(Excerpts from a dataset)
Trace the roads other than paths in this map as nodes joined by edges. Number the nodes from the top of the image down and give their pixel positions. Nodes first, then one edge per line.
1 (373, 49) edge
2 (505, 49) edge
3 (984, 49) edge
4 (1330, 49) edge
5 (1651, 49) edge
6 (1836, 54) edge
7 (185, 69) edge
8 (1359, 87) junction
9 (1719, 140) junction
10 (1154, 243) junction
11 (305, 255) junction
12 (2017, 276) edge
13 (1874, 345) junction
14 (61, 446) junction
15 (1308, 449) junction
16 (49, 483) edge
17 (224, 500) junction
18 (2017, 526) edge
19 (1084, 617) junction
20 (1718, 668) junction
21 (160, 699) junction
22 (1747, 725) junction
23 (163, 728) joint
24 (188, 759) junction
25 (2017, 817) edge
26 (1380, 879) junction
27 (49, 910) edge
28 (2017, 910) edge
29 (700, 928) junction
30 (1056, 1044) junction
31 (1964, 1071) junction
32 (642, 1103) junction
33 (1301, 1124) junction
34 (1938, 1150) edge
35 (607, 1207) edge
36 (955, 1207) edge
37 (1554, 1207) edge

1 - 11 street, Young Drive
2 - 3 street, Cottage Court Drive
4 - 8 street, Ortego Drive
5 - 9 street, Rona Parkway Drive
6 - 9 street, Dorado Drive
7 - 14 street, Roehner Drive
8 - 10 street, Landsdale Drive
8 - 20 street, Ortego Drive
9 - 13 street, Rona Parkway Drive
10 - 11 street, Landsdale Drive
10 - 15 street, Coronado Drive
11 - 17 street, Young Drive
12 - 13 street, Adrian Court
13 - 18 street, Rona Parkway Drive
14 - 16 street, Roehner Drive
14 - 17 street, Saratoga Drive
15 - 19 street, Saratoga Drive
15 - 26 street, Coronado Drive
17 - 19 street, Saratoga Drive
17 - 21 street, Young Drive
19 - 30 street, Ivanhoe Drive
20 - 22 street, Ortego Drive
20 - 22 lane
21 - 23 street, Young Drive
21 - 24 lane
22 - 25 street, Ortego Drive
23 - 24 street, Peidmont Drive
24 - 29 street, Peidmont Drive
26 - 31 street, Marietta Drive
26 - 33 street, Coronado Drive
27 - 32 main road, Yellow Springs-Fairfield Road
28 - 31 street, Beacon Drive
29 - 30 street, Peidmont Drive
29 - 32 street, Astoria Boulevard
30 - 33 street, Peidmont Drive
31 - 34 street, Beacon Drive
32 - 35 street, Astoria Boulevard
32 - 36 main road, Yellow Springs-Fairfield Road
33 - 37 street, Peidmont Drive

*The problem:*
Which lines above carry the string "Saratoga"? Copy those lines.

*Solved exercise:*
14 - 17 street, Saratoga Drive
15 - 19 street, Saratoga Drive
17 - 19 street, Saratoga Drive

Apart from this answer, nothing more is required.